A library for working with X.509 certificates.

Overview

X.509 certificates are a commonly-used identity format to cryptographically attest to the identity of an actor in a system. They form part of the X.509 standard created by the ITU-T for defining a public key infrastructure (PKI). X.509-style PKIs are commonly used in cases where it is necessary to delegate the authority to attest to an actor's identity to a small number of trusted parties (called Certificate Authorities).

The most common usage of X.509 certificates today is as part of the WebPKI, where they are used to secure TLS connections to websites. X.509 certificates are also used in a wide range of other TLS-based communications, as well as in code signing infrastructure.

This module makes it possible to serialize, deserialize, create, and interact with X.509 certificates. This is an essential building-block for a wide range of PKI applications. It enables building verifiers, interacting with certificate authorities, authenticating peers, and more.
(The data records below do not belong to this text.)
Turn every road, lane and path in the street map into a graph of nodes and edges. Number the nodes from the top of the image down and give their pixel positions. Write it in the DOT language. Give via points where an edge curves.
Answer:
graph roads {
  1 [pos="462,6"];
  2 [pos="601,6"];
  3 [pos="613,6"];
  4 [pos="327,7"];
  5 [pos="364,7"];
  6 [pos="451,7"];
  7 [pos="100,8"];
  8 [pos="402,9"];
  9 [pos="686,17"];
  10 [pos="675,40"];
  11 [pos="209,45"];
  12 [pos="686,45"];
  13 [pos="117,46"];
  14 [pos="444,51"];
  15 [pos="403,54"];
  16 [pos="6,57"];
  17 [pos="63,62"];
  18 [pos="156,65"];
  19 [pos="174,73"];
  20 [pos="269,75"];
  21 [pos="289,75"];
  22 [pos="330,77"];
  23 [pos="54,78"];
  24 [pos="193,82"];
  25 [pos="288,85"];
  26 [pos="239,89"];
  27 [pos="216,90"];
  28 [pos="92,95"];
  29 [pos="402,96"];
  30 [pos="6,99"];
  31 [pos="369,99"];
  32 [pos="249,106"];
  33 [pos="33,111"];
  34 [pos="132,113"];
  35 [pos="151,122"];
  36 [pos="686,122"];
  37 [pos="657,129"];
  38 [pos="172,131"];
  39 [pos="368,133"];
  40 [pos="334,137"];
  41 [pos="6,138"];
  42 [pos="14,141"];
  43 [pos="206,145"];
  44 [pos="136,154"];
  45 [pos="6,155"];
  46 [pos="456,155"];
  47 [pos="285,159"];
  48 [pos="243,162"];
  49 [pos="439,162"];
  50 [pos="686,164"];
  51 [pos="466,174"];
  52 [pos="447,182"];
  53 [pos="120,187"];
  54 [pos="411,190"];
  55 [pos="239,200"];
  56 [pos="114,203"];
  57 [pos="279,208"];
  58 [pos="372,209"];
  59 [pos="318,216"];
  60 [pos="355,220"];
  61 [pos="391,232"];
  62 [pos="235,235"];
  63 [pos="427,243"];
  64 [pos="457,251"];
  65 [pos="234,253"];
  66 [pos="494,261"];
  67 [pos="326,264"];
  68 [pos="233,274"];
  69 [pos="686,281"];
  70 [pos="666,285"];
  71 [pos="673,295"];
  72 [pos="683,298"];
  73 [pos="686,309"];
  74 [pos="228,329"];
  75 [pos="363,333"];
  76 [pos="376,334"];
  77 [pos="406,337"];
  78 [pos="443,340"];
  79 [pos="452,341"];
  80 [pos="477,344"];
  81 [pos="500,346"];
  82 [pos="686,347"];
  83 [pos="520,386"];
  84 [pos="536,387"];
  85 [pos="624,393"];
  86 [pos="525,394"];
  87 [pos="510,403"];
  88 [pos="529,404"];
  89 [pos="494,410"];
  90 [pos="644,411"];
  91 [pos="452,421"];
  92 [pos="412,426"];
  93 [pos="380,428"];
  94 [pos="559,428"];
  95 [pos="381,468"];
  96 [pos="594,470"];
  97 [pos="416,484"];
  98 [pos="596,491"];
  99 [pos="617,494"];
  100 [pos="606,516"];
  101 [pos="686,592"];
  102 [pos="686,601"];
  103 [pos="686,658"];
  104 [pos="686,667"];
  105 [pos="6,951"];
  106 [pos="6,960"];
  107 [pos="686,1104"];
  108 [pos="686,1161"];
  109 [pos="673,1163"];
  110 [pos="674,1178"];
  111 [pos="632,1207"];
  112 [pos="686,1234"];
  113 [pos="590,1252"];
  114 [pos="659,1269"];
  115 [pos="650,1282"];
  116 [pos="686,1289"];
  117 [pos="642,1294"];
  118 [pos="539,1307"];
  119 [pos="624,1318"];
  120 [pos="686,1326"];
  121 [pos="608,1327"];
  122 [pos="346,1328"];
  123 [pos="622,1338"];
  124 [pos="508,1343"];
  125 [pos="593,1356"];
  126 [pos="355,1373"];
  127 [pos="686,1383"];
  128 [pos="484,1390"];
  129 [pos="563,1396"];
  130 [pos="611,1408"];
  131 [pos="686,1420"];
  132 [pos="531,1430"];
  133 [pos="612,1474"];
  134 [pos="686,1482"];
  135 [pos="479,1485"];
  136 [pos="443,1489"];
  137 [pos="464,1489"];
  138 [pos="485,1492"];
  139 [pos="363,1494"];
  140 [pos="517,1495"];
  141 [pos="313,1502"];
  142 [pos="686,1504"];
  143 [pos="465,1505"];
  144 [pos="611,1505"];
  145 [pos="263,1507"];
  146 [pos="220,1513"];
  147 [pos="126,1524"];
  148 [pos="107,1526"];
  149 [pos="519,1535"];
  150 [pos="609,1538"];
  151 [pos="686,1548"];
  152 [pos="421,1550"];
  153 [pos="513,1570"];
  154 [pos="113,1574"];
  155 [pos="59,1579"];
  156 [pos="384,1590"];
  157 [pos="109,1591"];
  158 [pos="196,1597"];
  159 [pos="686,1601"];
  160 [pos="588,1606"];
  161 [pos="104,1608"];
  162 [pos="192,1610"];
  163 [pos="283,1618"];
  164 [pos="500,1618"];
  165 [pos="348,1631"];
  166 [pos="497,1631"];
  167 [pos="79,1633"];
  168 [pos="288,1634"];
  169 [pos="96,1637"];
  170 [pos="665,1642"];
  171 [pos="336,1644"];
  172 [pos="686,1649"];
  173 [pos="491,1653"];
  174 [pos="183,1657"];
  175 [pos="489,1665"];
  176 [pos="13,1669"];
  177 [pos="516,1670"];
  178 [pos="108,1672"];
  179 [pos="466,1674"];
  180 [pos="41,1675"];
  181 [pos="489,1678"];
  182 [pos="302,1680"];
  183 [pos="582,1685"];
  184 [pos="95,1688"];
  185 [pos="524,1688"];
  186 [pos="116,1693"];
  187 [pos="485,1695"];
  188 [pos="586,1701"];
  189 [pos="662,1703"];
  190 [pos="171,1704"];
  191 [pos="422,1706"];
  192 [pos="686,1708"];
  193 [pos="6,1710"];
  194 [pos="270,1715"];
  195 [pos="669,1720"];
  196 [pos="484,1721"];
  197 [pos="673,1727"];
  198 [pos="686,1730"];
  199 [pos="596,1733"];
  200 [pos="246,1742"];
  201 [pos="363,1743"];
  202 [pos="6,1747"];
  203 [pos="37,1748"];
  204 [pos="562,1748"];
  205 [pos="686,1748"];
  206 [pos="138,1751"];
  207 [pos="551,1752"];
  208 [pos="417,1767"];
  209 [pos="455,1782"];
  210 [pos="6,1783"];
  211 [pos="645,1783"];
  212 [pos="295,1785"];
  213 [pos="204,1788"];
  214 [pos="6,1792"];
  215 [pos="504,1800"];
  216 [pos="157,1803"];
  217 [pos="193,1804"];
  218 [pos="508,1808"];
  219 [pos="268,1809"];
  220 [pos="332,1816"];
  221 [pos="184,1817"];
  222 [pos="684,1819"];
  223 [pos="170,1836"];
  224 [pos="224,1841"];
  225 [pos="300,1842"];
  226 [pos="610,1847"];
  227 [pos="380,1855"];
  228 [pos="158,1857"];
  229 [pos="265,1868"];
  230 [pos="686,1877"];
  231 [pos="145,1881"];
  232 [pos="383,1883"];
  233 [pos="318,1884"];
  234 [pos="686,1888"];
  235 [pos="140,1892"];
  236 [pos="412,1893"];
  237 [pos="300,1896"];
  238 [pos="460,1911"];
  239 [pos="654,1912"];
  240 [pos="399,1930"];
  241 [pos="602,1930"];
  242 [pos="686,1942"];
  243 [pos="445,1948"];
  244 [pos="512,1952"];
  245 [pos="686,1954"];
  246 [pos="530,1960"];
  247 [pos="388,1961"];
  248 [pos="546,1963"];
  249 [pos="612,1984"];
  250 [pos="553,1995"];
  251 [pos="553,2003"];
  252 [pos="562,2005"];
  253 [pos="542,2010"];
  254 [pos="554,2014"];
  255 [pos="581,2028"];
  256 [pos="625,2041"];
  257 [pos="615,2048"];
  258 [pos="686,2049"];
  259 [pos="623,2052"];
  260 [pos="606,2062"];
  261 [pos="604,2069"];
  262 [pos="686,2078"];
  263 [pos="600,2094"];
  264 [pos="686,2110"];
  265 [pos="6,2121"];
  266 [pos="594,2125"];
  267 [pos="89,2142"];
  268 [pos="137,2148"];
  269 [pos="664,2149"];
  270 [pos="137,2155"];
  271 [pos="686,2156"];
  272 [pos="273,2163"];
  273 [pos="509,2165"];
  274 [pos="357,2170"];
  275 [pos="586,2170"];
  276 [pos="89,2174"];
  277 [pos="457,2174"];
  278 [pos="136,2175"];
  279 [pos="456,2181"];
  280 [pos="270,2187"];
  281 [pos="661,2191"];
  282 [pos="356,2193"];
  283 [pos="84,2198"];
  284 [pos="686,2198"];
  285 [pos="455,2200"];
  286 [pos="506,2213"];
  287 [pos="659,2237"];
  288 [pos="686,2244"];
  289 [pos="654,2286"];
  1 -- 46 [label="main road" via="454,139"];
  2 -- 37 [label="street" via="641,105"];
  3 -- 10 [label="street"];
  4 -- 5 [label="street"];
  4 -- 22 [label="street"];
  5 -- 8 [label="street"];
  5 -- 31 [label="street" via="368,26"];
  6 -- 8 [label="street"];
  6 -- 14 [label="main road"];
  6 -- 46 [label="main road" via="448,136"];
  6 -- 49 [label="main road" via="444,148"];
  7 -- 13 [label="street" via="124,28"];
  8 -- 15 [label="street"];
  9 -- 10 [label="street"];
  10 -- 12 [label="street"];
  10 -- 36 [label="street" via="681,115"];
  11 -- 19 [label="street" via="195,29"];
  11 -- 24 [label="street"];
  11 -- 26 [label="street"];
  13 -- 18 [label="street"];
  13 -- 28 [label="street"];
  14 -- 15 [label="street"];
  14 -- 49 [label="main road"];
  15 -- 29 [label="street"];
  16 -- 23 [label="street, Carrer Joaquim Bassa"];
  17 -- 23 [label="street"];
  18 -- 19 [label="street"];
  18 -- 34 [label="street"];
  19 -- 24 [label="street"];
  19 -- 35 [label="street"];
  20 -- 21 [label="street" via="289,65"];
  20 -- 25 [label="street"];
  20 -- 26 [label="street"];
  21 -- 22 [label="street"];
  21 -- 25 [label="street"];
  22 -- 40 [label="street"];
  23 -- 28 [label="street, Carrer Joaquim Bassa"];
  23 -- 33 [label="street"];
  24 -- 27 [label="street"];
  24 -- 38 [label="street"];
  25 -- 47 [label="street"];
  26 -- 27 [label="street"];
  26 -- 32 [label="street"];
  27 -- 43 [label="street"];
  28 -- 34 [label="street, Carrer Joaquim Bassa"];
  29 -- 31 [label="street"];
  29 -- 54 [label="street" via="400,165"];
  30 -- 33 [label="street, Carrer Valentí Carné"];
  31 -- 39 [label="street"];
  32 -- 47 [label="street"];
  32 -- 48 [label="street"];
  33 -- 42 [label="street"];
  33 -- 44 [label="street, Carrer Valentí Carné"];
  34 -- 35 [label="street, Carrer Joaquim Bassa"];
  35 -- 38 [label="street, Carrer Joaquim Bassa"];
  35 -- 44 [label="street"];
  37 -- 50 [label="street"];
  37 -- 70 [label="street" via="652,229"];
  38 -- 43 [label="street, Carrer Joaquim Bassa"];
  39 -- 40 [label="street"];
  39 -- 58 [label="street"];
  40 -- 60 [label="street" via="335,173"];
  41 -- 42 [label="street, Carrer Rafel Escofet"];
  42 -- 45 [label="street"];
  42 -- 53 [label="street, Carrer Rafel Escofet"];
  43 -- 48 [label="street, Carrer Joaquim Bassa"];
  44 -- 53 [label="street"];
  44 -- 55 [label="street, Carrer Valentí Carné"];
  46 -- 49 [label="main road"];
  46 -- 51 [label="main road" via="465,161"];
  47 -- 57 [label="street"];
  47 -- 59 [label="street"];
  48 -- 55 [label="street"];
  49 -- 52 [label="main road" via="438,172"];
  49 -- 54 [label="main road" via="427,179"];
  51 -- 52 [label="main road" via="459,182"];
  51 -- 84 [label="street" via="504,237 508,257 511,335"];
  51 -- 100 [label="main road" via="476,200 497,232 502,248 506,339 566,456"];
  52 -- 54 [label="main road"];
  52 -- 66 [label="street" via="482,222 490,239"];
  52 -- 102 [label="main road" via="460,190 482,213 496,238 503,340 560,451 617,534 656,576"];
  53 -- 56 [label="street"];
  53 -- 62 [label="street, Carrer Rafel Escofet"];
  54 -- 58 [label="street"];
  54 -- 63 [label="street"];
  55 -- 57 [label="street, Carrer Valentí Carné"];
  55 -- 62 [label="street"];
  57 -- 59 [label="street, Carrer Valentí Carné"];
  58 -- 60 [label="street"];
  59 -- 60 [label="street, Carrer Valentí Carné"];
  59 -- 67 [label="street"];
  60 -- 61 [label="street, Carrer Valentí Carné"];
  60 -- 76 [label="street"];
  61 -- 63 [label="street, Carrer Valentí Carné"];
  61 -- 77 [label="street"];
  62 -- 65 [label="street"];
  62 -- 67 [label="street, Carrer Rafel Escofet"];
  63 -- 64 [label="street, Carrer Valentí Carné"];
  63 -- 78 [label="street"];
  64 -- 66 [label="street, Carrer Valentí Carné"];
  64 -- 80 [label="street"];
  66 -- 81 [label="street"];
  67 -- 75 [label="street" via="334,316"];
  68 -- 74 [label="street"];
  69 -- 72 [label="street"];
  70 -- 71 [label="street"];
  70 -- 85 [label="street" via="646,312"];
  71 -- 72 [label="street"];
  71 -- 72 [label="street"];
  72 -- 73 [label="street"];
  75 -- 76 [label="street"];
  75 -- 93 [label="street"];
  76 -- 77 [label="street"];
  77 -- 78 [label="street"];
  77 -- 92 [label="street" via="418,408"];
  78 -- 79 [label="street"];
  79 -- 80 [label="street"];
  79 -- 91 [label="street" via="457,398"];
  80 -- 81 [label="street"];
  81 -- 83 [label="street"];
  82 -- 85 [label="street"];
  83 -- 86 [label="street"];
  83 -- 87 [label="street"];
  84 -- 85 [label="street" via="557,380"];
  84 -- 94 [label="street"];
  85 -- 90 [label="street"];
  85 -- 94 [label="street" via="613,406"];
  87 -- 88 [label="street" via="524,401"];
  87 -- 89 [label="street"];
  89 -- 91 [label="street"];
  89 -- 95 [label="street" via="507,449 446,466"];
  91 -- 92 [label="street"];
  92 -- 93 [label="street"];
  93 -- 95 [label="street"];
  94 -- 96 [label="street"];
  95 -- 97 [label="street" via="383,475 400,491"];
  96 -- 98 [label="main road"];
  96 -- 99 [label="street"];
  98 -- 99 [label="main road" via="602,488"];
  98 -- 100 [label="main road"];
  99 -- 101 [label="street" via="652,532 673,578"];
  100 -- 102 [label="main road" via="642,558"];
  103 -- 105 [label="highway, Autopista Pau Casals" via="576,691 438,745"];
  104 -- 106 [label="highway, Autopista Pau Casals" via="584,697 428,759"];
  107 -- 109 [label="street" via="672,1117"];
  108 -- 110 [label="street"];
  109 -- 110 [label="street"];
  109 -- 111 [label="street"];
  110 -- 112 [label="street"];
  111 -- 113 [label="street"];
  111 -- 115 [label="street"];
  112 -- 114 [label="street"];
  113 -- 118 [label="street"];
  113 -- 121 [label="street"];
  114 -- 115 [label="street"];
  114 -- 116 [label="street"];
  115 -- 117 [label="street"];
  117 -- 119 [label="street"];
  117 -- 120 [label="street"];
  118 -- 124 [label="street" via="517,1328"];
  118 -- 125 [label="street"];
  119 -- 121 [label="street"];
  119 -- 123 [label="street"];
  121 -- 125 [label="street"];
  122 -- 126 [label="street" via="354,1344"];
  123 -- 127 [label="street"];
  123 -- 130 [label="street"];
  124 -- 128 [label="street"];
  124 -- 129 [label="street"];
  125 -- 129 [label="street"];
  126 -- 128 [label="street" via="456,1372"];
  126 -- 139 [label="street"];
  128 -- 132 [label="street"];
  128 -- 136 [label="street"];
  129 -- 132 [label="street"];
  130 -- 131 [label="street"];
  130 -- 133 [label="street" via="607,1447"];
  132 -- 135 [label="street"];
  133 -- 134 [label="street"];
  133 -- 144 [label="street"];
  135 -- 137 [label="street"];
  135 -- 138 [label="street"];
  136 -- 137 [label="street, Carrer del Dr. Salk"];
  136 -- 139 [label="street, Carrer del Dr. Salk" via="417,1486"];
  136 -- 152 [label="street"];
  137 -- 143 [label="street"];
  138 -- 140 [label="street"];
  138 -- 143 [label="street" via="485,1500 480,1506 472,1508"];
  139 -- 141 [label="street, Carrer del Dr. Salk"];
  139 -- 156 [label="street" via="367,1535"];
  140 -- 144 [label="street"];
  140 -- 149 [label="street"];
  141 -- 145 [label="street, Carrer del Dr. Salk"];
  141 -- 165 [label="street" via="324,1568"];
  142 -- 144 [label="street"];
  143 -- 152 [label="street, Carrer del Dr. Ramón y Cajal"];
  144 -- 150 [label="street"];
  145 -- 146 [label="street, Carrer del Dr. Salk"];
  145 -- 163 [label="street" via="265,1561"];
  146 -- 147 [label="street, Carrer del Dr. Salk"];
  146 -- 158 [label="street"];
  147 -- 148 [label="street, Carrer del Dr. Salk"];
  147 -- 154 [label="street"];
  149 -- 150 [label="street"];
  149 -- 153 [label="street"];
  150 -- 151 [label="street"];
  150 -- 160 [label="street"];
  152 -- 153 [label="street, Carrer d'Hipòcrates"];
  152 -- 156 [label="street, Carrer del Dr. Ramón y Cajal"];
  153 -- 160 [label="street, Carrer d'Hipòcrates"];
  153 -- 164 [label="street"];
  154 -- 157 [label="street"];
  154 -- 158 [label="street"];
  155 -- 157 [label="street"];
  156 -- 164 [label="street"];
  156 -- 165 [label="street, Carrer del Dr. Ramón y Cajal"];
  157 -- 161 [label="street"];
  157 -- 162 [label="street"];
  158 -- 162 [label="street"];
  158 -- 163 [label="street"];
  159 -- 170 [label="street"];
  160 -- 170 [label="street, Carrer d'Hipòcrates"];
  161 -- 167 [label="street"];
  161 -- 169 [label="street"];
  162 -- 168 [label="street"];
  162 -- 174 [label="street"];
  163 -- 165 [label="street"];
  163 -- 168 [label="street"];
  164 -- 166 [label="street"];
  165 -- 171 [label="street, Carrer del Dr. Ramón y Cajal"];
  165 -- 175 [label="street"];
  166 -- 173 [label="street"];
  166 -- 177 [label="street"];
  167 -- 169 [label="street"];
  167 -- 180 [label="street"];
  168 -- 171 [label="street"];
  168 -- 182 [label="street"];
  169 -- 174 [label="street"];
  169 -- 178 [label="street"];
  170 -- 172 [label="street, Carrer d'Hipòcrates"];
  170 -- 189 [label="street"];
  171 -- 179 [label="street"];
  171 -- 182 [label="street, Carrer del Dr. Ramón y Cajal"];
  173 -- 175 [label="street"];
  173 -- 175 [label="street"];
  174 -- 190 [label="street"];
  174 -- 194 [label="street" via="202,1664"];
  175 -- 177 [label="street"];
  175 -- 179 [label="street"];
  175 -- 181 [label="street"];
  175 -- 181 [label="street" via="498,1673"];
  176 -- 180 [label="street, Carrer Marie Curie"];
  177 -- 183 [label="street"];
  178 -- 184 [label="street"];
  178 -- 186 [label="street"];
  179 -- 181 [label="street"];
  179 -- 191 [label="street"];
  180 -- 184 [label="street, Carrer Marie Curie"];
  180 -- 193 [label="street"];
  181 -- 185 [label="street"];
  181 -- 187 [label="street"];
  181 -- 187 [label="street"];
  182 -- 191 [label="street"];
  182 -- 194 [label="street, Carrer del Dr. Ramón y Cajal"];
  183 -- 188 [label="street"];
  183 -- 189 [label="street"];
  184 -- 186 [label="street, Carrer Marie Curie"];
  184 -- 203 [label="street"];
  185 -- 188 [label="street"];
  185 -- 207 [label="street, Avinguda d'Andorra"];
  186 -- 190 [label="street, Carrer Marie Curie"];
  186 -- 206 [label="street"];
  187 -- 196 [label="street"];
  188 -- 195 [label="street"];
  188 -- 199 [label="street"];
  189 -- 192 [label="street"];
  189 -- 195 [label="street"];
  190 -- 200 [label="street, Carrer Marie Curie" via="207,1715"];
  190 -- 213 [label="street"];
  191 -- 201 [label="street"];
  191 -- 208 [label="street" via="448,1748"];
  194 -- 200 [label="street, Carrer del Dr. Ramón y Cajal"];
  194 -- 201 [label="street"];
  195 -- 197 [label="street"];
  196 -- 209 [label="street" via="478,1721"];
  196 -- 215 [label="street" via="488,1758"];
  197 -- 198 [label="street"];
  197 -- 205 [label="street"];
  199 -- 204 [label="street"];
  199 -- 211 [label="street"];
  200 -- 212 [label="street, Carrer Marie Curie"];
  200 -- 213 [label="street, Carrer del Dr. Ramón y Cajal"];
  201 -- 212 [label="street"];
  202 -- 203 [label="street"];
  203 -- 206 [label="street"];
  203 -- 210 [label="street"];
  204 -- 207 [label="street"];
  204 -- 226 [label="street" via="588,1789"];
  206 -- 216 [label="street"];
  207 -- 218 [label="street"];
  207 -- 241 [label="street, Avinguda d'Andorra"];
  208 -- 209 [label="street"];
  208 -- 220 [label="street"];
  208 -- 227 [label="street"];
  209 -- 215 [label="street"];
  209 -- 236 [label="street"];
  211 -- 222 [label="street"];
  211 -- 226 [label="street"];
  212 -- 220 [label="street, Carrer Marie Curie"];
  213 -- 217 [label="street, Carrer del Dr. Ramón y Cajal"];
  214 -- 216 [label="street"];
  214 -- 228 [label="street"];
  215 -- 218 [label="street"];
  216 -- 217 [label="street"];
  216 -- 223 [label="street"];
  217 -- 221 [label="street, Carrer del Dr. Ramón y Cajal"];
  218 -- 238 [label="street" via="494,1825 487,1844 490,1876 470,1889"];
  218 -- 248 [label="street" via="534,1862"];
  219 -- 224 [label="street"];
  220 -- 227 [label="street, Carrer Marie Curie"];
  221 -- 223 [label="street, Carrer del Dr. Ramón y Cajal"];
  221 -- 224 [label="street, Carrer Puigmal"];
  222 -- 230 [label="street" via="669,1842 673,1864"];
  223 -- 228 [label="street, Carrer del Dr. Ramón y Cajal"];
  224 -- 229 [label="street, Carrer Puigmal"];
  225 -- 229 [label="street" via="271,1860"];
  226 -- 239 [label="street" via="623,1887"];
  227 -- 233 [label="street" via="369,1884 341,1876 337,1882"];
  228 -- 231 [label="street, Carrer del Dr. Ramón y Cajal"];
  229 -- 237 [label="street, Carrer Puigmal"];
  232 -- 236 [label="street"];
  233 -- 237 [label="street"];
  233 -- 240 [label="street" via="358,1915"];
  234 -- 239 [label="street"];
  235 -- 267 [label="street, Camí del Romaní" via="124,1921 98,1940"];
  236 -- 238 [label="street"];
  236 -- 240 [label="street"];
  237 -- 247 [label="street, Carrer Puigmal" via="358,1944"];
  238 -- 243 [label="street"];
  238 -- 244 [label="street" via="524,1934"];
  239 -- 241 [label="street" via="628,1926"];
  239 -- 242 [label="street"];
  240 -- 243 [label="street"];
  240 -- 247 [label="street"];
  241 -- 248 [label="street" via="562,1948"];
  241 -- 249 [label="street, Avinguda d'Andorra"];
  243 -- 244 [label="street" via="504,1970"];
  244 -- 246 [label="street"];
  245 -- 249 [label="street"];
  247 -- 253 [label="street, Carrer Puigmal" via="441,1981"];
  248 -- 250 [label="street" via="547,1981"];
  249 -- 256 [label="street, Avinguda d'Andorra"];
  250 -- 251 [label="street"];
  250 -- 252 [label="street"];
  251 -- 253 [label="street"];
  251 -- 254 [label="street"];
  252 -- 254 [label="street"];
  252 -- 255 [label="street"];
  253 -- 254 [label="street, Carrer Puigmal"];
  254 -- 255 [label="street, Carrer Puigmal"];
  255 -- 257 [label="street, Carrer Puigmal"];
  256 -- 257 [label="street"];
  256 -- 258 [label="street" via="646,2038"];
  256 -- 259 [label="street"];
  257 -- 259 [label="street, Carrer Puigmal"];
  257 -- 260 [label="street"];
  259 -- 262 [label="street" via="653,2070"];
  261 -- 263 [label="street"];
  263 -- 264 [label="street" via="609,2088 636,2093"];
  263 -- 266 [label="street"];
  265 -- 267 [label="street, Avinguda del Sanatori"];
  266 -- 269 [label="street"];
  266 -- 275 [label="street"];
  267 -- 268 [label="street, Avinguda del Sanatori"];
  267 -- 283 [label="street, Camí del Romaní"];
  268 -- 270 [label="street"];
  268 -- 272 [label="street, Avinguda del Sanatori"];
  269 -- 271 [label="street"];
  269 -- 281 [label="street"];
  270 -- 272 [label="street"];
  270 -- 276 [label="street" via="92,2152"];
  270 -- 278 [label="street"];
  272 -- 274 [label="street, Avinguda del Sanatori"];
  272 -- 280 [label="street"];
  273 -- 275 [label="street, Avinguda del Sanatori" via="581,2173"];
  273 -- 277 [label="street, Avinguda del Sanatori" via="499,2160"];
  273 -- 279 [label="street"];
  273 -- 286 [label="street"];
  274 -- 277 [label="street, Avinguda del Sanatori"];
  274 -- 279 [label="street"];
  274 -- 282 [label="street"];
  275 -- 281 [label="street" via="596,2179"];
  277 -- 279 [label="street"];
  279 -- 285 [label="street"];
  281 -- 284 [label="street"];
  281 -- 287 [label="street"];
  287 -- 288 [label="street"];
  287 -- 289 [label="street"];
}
It also ships with a default verifier and a number of built-in verifier policies.

Supported Swift Versions

This library was introduced with support for Swift 5.7 or later. This library will support the latest stable Swift version and the two versions prior.

Getting Started

To use swift-certificates, add the following dependency to your Package.swift:

dependencies: [
    .package(url: "https://github.com/apple/swift-certificates.git", .upToNextMajor(from: "1.0.0"))
]

You can then add the specific product dependency to your target:

dependencies: [
    .product(name: "X509", package: "swift-certificates"),
]

For detailed usage and API documentation, check the documentation.

Benchmarks

Benchmarks for swift-certificates are in a separate Swift Package in the Benchmarks subfolder of this repository. They use the package-benchmark plugin. Benchmarks depends on the jemalloc memory allocation library, which is used by package-benchmark to capture memory allocation statistics. An installation guide can be found in the Getting Started article of package-benchmark. Afterwards you can run the benchmarks from CLI by going to the Benchmarks subfolder (e.g. cd Benchmarks) and invoking:

swift package benchmark

For more information please refer to swift package benchmark --help or the documentation of package-benchmark.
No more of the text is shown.